Hay países, en cambio, en los que las elecciones están constituyendo el canal de transformación acelerada, pacífica y democrática, del modelo económico vigente en las tres últimas décadas, la emergencia de actores políticos y sociales antes marginales, y la refundación del régimen político. En este cuadrante entran Venezuela y Bolivia, y quizá, en los próximos años, Ecuador y Nicaragua.

Hay un tercer grupo de países en los que el statu quo tiene suficiente inteligencia como para despertar las defensas naturales del sistema; es decir, se renueva desde dentro y se legitima a través de elecciones periódicas. El caso más exitoso hasta ahora había sido El Salvador (que comienza a mostrar signos de agotamiento), y lo es de manera más notable Colombia y México, aunque ahora con menos lustre.

Y luego están los países erráticos, entre los que Guatemala destaca invariablemente. Las elecciones acá no constituyen la llave para abrir la puerta a proyectos serios de reedificación estatal. Y eso seguirá siendo así en tanto la sociedad no se dote de un sistema –ni demasiado grande ni tan fragmentado, pero sí con identidad y raíces– de partidos políticos confiables y profesionales, menos volátiles y cortoplacistas. El intríngulis es que la sociedad descree de los partidos; los partidos creen que con marketing y clientelismo es suficiente para hacer política. Y todo va decayendo a un juego frívolo.
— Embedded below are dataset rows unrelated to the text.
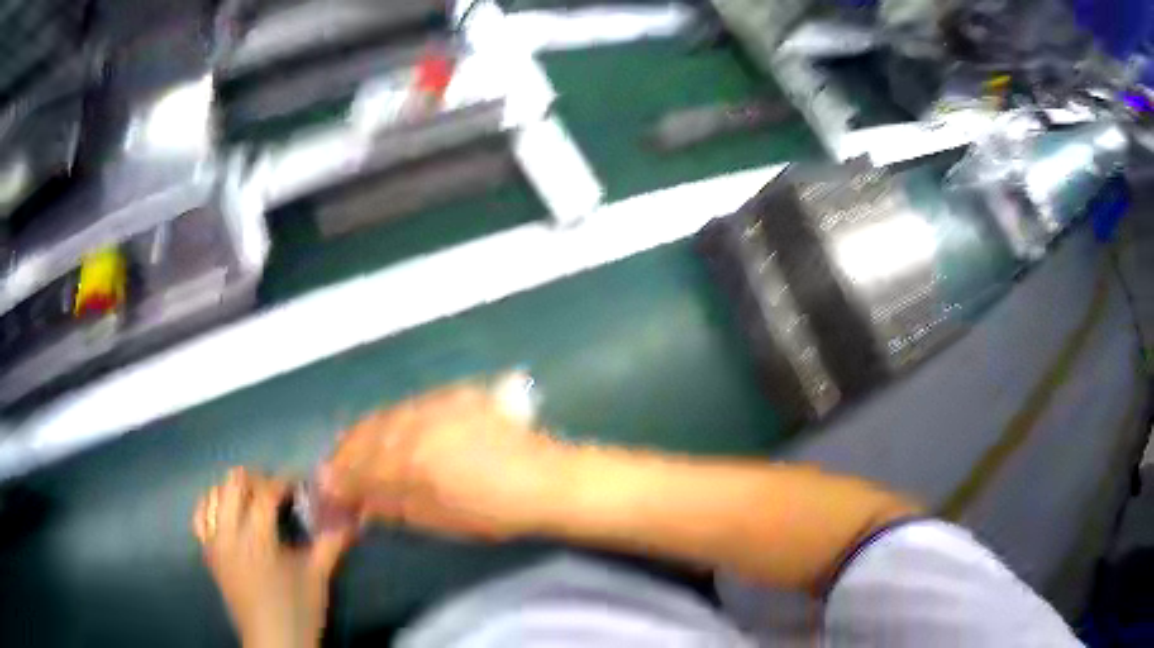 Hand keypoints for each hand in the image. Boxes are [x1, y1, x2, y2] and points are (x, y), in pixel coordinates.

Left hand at [193, 468, 352, 647]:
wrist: (273, 642)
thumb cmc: (298, 611)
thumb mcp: (318, 577)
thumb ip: (331, 544)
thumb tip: (352, 519)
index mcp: (257, 539)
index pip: (265, 492)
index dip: (284, 481)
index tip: (301, 484)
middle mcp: (229, 533)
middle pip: (233, 483)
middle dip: (257, 479)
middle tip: (277, 493)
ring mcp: (214, 542)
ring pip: (214, 494)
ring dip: (235, 491)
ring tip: (254, 501)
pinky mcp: (207, 552)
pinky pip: (201, 515)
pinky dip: (213, 506)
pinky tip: (228, 513)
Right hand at [319, 384, 571, 540]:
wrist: (544, 481)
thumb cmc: (492, 512)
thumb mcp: (434, 518)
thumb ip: (390, 505)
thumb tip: (355, 501)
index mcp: (408, 459)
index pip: (357, 466)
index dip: (337, 480)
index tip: (326, 491)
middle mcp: (415, 423)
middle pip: (364, 435)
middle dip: (344, 455)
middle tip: (336, 473)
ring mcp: (436, 404)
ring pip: (384, 417)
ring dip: (365, 436)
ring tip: (357, 453)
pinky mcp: (456, 394)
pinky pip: (410, 406)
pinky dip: (393, 422)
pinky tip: (392, 432) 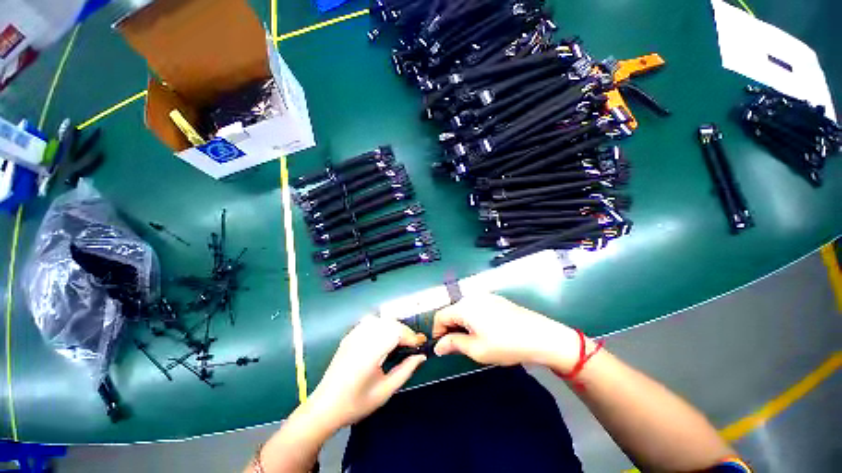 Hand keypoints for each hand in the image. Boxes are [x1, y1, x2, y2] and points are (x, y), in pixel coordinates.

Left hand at [308, 315, 426, 428]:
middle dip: (404, 331)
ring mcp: (353, 336)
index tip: (420, 344)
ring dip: (394, 327)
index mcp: (370, 353)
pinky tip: (384, 336)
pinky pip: (369, 322)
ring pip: (380, 320)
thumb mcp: (385, 391)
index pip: (396, 333)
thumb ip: (405, 370)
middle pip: (389, 323)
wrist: (324, 407)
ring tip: (400, 340)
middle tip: (413, 344)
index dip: (411, 336)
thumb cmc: (356, 403)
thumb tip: (421, 356)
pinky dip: (382, 325)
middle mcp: (361, 339)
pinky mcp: (349, 336)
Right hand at [433, 293, 591, 370]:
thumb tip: (438, 346)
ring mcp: (485, 297)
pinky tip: (486, 332)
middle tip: (458, 347)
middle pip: (452, 311)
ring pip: (464, 310)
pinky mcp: (496, 300)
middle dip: (450, 328)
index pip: (440, 316)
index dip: (437, 332)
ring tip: (473, 341)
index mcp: (464, 306)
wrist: (540, 336)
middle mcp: (472, 297)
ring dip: (462, 324)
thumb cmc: (506, 344)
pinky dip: (473, 319)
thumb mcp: (476, 349)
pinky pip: (476, 308)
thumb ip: (453, 344)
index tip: (442, 347) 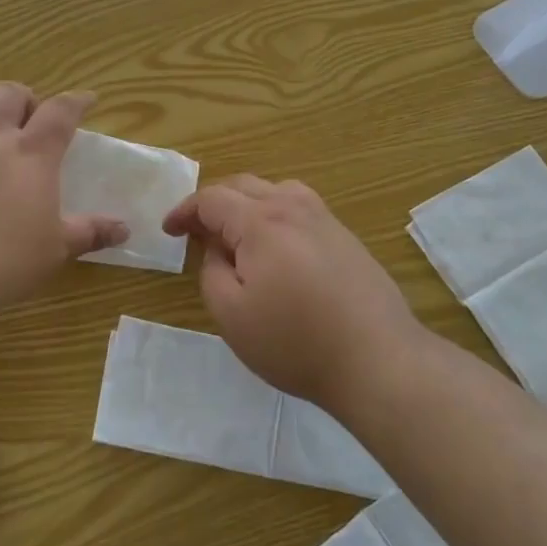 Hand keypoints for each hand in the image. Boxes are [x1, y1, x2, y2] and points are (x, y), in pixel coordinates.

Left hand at [0, 83, 129, 314]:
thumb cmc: (4, 261)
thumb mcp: (56, 250)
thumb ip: (90, 233)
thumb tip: (124, 229)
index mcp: (32, 154)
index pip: (60, 111)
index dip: (76, 100)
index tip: (86, 99)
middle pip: (9, 94)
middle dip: (26, 98)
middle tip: (32, 120)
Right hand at [162, 176, 423, 407]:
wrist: (377, 359)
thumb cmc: (295, 342)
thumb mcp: (232, 315)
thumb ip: (212, 272)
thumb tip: (217, 248)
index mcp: (260, 222)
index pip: (212, 198)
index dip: (185, 211)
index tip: (169, 231)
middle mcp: (293, 208)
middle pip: (244, 185)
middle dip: (214, 203)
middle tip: (197, 232)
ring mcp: (325, 220)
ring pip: (277, 191)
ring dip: (248, 203)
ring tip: (237, 233)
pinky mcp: (346, 238)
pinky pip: (301, 209)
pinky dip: (276, 215)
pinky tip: (278, 248)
Se convoca a pactos, se firman documentos de buenas intenciones, pero al final del día cada cual sigue gobernado por la inercia. Existen amplias zonas de consenso, teórico, en seguridad, inversión social y economía, pero no se traducen en políticas públicas ejecutadas con márgenes de autonomía que les impriman eficacia y sostenibilidad, una dimensión universal y pertinente a las culturas. En tanto no tejamos el sistema político que conduce responsablemente una agenda básica de transformación, las elecciones solo serán actos onerosos: gasto de energía y dinero, descalificaciones y promesas vacuas. Ahora bien, el cambio únicamente podrá venir de los políticos. Los chances se están reduciendo, pues el tiempo social no es neutral.